(Dataset records Opens)

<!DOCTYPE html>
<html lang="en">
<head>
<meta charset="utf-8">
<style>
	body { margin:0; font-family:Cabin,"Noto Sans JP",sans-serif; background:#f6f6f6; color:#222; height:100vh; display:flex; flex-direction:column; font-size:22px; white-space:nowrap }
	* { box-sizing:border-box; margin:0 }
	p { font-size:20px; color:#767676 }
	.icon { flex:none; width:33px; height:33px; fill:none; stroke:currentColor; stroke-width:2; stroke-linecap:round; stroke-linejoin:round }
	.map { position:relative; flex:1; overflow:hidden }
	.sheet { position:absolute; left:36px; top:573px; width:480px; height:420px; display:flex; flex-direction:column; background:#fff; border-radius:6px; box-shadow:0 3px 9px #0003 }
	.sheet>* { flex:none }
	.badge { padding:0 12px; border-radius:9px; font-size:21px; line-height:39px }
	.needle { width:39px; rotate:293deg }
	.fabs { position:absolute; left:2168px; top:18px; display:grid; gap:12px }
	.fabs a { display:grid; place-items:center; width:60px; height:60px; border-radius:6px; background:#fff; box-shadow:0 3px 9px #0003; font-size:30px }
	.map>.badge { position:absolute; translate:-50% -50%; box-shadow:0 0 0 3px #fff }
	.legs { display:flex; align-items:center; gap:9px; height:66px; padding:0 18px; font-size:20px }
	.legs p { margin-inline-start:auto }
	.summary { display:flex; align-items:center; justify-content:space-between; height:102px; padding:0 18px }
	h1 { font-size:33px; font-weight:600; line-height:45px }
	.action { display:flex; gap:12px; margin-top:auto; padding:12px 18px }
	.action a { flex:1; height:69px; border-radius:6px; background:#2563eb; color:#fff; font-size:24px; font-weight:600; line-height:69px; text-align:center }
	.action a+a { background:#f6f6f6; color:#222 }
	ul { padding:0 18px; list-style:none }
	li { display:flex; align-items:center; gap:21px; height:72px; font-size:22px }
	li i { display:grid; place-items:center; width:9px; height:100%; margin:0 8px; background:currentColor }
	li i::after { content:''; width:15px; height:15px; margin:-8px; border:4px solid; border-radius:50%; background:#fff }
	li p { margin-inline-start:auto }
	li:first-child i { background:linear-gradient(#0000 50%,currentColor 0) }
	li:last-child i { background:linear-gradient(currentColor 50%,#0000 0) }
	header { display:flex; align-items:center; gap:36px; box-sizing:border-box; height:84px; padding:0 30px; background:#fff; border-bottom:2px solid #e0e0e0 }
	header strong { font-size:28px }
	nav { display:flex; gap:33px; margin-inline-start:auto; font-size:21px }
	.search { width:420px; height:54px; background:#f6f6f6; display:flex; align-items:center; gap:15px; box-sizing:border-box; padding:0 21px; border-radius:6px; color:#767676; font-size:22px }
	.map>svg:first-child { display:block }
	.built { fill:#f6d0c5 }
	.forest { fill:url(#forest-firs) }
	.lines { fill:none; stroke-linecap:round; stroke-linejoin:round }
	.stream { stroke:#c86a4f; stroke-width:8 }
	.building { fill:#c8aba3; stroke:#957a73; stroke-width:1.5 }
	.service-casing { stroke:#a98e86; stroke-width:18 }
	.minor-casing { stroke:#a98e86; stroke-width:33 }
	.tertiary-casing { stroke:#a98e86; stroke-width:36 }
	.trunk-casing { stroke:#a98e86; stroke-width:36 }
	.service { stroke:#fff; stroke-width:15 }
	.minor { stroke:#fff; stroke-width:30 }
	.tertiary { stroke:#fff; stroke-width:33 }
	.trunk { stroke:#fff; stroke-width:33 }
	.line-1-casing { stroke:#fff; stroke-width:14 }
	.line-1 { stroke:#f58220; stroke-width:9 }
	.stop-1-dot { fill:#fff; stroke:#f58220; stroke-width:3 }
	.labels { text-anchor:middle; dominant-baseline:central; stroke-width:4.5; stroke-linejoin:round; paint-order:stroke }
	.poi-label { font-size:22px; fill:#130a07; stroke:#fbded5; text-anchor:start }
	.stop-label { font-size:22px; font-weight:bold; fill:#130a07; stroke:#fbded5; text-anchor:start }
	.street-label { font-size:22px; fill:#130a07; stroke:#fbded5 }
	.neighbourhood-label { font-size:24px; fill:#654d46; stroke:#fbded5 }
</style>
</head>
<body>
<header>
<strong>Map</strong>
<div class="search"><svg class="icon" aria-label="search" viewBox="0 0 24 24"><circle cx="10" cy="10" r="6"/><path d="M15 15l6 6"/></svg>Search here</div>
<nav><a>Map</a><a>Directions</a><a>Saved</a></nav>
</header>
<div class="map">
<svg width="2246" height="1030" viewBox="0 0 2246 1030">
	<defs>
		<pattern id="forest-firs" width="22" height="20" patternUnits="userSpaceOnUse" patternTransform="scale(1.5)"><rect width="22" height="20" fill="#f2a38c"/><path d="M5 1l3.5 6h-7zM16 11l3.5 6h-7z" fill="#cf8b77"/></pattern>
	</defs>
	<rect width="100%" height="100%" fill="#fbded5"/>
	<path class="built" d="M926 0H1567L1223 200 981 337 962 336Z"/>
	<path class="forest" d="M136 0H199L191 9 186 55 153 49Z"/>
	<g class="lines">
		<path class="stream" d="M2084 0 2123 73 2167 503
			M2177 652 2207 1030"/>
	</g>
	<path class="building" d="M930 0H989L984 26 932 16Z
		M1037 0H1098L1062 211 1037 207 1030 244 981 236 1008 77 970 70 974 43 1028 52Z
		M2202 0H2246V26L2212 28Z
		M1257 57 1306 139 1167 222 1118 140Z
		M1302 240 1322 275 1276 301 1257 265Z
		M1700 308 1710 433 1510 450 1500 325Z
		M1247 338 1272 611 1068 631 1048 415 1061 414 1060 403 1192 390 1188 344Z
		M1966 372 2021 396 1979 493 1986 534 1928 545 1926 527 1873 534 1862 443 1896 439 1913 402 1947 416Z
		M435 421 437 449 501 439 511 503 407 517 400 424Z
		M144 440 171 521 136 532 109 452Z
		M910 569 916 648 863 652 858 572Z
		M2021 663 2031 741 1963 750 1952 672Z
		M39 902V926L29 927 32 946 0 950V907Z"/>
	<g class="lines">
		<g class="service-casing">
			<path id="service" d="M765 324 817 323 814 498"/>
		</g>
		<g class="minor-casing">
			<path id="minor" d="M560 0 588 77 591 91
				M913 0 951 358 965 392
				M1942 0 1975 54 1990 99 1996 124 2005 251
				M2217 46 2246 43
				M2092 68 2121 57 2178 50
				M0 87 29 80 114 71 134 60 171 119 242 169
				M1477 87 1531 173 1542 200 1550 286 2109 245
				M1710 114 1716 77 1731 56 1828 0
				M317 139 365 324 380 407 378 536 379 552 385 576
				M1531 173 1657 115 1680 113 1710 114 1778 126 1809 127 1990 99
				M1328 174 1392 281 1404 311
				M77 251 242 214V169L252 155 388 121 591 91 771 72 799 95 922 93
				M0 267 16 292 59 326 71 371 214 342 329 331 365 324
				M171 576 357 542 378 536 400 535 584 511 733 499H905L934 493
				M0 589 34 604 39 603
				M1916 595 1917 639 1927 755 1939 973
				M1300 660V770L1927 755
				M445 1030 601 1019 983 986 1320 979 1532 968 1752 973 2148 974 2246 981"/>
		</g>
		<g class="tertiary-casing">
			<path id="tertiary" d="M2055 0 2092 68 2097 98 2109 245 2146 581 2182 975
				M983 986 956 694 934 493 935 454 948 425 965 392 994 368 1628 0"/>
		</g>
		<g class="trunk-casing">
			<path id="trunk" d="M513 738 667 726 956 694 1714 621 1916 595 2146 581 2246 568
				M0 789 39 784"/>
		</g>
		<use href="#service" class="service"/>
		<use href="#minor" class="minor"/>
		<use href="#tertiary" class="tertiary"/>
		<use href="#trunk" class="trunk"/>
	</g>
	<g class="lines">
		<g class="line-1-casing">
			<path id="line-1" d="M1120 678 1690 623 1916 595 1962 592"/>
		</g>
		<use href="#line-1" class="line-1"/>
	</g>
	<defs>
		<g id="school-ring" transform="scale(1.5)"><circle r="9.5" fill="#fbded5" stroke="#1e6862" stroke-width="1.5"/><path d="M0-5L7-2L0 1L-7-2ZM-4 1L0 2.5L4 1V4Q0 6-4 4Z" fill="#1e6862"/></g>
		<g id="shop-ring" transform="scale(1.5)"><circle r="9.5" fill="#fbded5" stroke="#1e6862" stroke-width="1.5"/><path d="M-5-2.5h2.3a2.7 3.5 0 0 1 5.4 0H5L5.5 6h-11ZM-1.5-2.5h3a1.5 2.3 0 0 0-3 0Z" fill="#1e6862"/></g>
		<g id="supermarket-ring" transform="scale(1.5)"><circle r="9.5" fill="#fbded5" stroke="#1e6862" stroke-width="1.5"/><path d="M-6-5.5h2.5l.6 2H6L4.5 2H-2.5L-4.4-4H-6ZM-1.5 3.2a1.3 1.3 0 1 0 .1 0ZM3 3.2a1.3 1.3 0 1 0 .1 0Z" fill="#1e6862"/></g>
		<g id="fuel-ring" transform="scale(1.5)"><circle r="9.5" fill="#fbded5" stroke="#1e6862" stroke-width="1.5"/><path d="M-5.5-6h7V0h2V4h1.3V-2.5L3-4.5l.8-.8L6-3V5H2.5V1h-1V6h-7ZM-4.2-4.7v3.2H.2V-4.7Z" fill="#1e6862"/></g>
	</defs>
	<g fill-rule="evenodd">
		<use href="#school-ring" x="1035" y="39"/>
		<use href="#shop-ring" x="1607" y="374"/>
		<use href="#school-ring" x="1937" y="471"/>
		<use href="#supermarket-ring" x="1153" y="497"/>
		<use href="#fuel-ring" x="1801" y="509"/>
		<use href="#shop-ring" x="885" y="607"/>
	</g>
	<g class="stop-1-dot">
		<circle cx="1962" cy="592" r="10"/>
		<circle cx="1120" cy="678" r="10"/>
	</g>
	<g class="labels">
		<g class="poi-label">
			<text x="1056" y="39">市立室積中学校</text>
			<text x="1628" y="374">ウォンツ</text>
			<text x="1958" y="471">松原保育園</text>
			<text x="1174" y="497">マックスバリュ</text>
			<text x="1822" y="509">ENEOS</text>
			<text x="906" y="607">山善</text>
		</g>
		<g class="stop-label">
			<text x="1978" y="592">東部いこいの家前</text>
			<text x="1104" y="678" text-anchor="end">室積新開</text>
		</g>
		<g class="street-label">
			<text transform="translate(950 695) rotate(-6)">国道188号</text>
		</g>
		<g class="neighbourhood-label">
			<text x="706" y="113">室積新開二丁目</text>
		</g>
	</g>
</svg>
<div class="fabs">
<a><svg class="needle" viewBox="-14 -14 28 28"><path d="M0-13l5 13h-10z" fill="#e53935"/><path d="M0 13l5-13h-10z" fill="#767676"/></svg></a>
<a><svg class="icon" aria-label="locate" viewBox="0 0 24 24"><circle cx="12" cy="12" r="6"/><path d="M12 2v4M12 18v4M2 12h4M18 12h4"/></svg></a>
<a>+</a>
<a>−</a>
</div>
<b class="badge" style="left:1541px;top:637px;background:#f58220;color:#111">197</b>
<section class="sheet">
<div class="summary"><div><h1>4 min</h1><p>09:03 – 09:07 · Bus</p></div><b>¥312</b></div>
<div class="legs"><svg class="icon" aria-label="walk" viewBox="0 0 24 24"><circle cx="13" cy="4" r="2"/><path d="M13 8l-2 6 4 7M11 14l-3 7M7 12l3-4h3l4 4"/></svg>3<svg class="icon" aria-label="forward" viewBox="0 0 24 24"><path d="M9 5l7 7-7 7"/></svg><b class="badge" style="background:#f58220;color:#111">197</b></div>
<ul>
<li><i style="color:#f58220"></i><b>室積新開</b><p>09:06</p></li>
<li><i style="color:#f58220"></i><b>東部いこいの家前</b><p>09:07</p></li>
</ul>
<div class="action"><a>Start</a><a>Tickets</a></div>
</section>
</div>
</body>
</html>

(Dataset records Closes)

**Action item**
Your answer should be every line from the material above in which the word "linecap" appears.

**Task answer**
	.icon { flex:none; width:33px; height:33px; fill:none; stroke:currentColor; stroke-width:2; stroke-linecap:round; stroke-linejoin:round }
	.lines { fill:none; stroke-linecap:round; stroke-linejoin:round }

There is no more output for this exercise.